Stored items from a collection:
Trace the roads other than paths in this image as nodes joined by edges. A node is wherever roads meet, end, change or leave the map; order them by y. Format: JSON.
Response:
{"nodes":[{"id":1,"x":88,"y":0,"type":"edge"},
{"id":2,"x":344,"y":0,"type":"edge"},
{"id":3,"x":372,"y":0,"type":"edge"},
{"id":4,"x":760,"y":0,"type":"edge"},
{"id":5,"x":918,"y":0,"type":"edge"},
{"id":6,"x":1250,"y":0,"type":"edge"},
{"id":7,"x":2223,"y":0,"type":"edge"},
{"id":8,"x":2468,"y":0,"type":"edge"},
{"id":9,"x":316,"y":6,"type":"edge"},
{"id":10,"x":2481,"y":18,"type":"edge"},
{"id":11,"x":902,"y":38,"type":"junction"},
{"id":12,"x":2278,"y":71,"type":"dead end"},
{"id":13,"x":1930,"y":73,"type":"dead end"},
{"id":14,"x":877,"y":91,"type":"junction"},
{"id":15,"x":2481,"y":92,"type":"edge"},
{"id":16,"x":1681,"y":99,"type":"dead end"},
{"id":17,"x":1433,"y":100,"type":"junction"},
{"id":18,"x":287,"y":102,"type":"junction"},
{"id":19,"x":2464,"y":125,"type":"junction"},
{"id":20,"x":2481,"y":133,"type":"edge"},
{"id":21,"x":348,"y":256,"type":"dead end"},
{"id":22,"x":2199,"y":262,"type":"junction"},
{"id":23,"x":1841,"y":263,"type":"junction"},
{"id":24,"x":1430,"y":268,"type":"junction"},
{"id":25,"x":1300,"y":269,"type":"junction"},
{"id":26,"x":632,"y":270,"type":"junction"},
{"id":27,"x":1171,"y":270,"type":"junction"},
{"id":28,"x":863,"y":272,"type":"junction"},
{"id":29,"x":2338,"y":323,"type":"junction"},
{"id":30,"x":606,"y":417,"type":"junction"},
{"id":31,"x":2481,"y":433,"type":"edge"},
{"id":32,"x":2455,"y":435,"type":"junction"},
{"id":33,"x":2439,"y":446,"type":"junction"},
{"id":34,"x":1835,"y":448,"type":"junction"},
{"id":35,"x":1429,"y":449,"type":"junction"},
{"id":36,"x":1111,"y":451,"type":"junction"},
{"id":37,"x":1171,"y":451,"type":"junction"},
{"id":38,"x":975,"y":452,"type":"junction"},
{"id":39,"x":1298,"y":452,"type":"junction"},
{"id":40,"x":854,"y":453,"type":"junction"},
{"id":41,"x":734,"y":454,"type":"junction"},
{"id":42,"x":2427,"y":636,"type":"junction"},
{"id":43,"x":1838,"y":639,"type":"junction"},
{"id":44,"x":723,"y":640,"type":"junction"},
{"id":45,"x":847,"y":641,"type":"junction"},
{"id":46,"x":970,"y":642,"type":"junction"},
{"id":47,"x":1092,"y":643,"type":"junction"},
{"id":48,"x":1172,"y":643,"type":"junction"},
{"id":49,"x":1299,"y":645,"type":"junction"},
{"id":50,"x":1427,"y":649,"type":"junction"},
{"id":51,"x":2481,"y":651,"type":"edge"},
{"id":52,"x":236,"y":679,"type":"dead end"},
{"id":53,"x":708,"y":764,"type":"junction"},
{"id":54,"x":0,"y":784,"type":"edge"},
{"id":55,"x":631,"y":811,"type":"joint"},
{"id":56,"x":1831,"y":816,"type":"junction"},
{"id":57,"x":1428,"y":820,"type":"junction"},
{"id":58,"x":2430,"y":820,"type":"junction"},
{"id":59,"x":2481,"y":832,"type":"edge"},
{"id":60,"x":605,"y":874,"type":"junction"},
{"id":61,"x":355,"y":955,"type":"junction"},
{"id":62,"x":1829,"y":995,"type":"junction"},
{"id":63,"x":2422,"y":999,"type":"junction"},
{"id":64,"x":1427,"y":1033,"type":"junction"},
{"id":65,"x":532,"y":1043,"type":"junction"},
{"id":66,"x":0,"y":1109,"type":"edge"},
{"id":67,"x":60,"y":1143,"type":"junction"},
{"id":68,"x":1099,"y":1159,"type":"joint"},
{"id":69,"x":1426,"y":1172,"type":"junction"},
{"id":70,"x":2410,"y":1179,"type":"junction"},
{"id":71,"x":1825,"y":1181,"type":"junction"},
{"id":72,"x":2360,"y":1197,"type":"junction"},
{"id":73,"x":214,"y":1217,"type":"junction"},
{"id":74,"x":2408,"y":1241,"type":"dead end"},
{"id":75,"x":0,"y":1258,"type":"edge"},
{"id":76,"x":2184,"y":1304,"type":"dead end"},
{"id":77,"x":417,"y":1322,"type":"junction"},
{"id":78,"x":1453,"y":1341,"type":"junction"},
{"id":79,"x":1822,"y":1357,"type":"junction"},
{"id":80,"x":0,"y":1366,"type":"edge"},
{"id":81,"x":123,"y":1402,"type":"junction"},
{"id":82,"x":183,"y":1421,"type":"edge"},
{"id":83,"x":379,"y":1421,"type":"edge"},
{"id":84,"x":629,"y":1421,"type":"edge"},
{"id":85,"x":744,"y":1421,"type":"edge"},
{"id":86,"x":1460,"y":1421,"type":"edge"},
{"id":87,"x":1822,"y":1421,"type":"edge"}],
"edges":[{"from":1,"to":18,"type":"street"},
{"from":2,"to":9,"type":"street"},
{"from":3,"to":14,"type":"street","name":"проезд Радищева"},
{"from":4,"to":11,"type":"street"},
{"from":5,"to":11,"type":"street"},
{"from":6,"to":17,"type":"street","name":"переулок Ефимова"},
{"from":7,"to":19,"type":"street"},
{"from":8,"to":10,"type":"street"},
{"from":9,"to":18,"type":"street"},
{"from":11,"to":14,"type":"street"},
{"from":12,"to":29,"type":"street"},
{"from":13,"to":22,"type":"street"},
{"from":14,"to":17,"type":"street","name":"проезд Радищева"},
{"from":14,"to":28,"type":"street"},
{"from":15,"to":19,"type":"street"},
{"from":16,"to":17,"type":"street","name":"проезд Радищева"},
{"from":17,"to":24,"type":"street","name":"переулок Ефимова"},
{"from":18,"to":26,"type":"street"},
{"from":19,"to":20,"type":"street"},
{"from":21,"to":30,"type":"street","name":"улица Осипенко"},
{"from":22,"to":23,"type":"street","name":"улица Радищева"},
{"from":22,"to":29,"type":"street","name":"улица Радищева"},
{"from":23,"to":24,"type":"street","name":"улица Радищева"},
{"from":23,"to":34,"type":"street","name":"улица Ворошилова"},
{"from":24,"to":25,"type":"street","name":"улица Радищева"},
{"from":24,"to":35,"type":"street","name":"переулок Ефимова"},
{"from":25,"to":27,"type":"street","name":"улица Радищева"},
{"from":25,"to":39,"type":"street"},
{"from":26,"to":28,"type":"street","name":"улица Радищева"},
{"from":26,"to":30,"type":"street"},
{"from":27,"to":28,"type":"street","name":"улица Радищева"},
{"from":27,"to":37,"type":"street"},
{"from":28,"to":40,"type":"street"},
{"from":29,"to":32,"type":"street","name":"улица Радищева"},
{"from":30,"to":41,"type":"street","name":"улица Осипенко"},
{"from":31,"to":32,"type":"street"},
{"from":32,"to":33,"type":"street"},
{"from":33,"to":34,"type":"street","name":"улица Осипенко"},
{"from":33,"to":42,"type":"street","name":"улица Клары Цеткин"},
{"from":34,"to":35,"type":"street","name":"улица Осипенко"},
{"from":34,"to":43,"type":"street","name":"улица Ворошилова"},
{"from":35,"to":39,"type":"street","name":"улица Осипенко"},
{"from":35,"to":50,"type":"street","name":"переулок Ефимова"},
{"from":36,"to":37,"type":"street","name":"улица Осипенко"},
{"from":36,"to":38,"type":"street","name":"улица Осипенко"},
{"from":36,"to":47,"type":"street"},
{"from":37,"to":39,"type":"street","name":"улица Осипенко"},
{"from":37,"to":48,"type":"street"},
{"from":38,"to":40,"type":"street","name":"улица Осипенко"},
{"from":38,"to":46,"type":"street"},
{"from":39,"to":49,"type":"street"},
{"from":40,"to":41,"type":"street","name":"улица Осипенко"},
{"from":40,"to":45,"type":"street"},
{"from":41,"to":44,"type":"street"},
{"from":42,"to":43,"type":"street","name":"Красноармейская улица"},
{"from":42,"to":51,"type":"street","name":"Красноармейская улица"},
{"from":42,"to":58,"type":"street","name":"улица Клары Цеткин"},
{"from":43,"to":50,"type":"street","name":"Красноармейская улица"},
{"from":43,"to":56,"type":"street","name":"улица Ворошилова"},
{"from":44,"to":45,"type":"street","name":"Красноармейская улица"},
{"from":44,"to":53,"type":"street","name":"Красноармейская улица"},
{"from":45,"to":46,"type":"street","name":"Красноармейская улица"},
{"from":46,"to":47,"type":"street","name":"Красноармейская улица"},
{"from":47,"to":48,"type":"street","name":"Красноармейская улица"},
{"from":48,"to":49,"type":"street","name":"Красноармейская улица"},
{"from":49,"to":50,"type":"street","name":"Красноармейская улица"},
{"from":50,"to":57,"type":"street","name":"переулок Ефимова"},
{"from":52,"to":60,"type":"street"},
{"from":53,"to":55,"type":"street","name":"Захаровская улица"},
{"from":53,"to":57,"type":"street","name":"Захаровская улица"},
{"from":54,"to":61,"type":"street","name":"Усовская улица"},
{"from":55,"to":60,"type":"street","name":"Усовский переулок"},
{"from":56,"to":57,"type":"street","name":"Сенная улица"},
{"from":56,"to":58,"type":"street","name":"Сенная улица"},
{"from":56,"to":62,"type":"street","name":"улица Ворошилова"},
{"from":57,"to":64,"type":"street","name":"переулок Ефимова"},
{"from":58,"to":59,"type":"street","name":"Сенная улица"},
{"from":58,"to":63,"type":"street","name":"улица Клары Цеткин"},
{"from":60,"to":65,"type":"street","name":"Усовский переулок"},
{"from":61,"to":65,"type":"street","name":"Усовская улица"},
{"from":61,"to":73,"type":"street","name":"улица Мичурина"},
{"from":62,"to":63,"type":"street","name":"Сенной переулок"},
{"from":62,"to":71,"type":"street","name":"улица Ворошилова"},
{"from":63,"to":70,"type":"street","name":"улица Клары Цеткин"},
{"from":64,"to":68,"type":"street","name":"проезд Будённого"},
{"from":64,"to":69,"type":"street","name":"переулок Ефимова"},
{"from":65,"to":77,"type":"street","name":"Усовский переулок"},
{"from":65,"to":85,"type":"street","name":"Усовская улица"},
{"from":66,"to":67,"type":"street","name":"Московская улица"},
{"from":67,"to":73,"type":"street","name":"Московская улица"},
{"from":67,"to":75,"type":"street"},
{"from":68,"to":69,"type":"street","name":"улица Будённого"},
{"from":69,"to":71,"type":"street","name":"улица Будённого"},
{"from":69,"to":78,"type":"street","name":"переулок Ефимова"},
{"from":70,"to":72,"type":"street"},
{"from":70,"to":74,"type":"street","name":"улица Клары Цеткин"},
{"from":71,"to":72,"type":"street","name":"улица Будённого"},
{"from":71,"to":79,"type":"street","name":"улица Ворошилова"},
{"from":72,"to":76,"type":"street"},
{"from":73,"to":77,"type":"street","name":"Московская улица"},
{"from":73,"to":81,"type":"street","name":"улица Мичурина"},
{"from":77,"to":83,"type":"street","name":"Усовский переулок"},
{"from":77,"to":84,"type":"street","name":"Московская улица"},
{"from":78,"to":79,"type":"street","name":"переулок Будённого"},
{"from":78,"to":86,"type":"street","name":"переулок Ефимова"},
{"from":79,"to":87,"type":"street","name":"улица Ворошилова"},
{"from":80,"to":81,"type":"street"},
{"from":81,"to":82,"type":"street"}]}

__Problem to work on__:
Go through the records and copy each line with "Усовская" in it.

__Written solution__:
{"from":54,"to":61,"type":"street","name":"Усовская улица"},
{"from":61,"to":65,"type":"street","name":"Усовская улица"},
{"from":65,"to":85,"type":"street","name":"Усовская улица"},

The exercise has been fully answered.